Se o texto científico prima pelo formalismo, pela obediência a regras e procedimentos próprios que o caracterizam enquanto tal, o texto literário também segue convenções, mas é capaz de zombar e ir além delas.
 A literatura se fundamenta na imaginação criativa e, portanto, tem a capacidade de narrar qualquer coisa inerente ao existir humano, isto é, á sua potencialidade inata de pensar e criar. E neste exercício, a obra literária, “pode ridicularizar, parodiar qualquer ortodoxia, crença, valor, imaginar alguma ficção diferente e monstruosa” (CULLER, 1999:46). Talvez por isso os governos e a moral religiosa se vejam eternamente forçados a censurar e impedir que a imaginação humana alce vôos acima das suas estruturas autoritárias.
 O ALIENISTA
 Publicado no jornal A ESTAÇÂO entre 1881 e 1882, a temática central conduz o leitor a uma eterna reflexão sobre os limites entre a insanidade e a razão; o poder da palavra, a loucura da ciência e as relações estabelecidas na sociedade do período. Neste caso, ao utilizar a questão da loucura enquanto uma alegoria, o conto machadiano encerra novas possibilidades de estudo, por ser um relato que apresenta ao leitor os rituais de subserviência, bajulação e clientelismo presentes no Brasil em finais do século XIX. Em contrapartida, o texto questiona o poder das teorias científicas evolucionistas, positivistas e sócio-darwinistas trazidas da Europa que, neste momento histórico, indicariam as respostas para todos os males desta civilização em busca do progresso.
Em linhas gerais, o conto (dividido em treze capítulos) apresenta a cidade de Itaguaí; e como a chegada do médico Simão Bacamarte, apresentado enquanto o “... filho da nobreza da terra e o maior dos médicos do Brasil, de Portugal e das Espanhas...” (p.273) , modificaria as relações existentes valendo-se do poder conquistado através da utilização dos experimentos e pensamento científico.
No primeiro momento, nos deparamos com a personalidade científica de Simão Bacamarte presente mesmo na escolha da sua esposa “....D. Evarista era mal composta de feições, longe de lastimá-lo, agradecia-o a Deus, porquanto não corria o risco de preterir os interesses da ciência na contemplação exclusiva, miúda e vulgar da consorte”.(p.273-274). Com essa afirmação, o autor reforça a idéia do conto enquanto uma paródia ao cientificismo presente nas idéias transplantadas para o Brasil, através dos representantes da elite local, como o Simão Bacamarte, que desenvolveram seus estudos na Europa.
Dessa maneira acompanhamos a criação da Casa de Orates, ou Casa Verde, onde o alienista define o seu objetivo “O principal nesta minha obra da Casa Verde é estudar profundamente a loucura, os seus diversos graus, classificar-lhe os casos, descobrir enfim a causa do fenômeno e o remédio universal.” (p.277).

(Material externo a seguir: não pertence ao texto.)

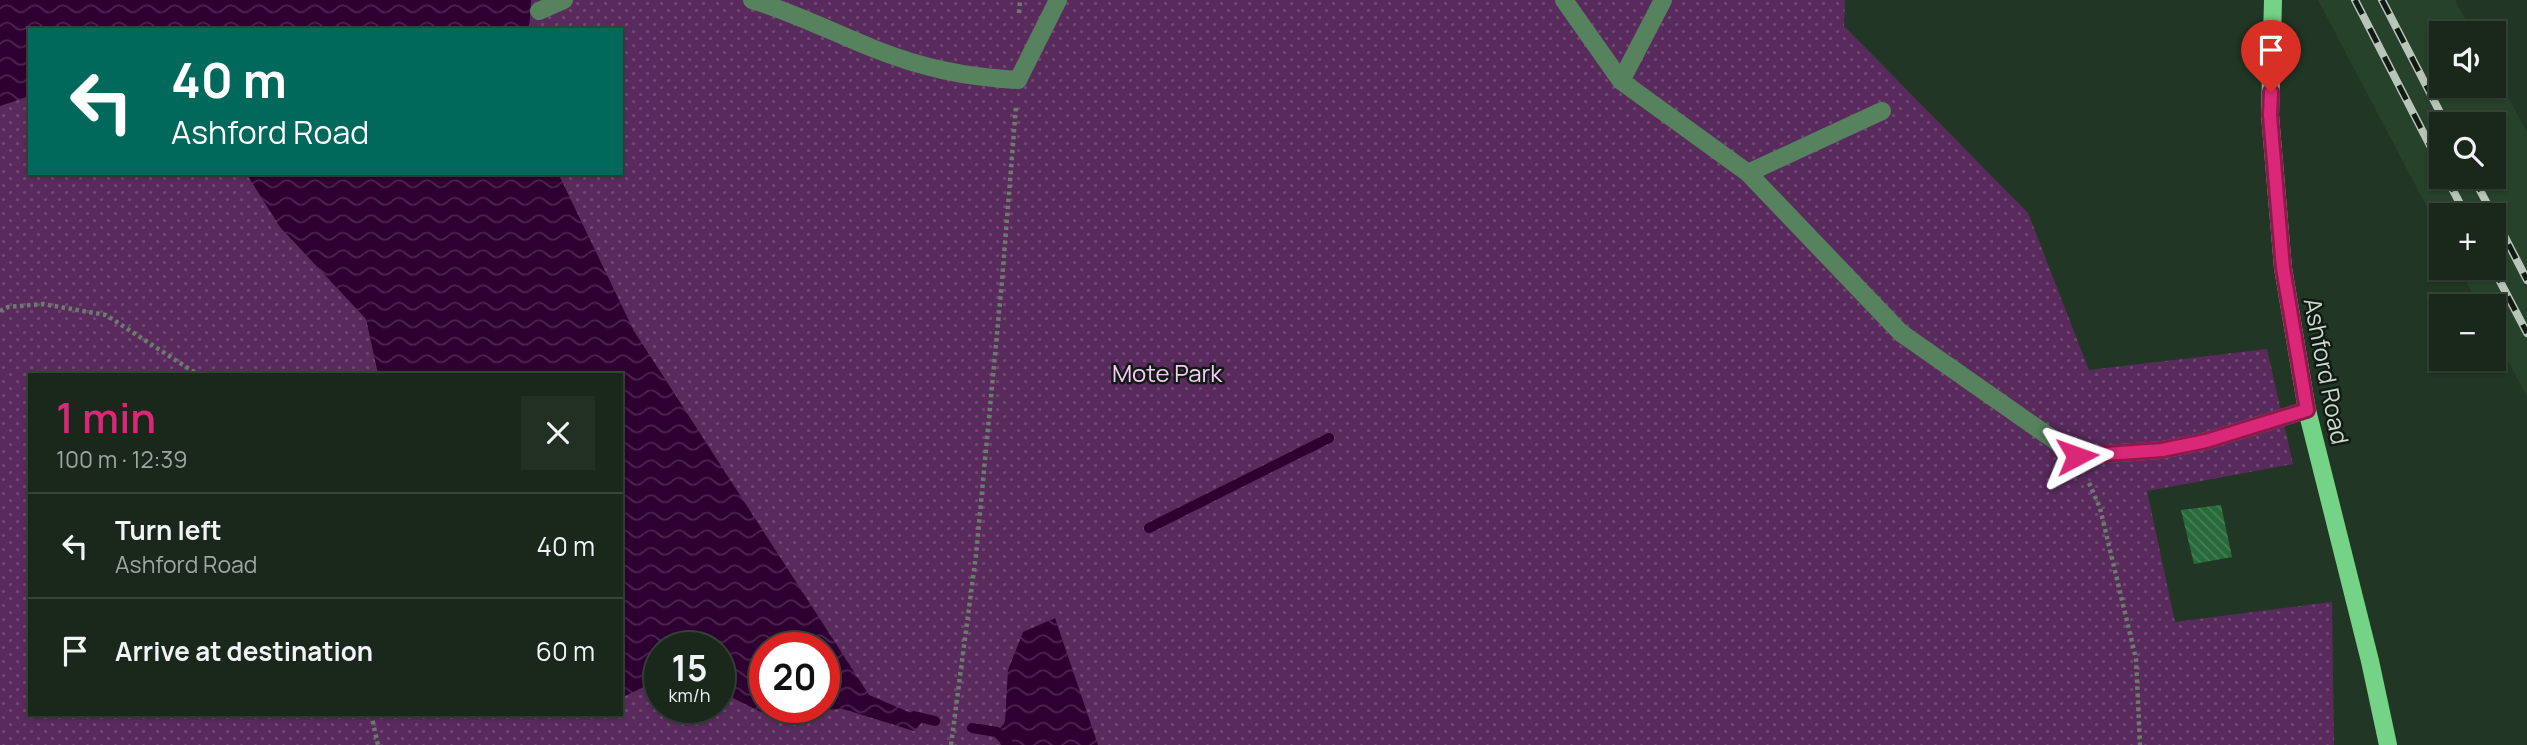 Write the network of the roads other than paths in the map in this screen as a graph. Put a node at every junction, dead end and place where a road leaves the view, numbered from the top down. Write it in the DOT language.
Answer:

Durante o processo de seleção e classificação dos loucos, que serão vários durante a estória, notamos outra face do conto, dentre os alienados percebemos os loucos “por amor”, os com mania de grandeza que recitavam toda a sua genealogia, ou faziam discurso em latim e grego, os casos de monomania religiosa entre tantos outros . Assim, o asilo se transforma não somente em um local de enclausuramento dos loucos mas um retrato da sociedade vigente com seus extratos sociais delimitados e classificados.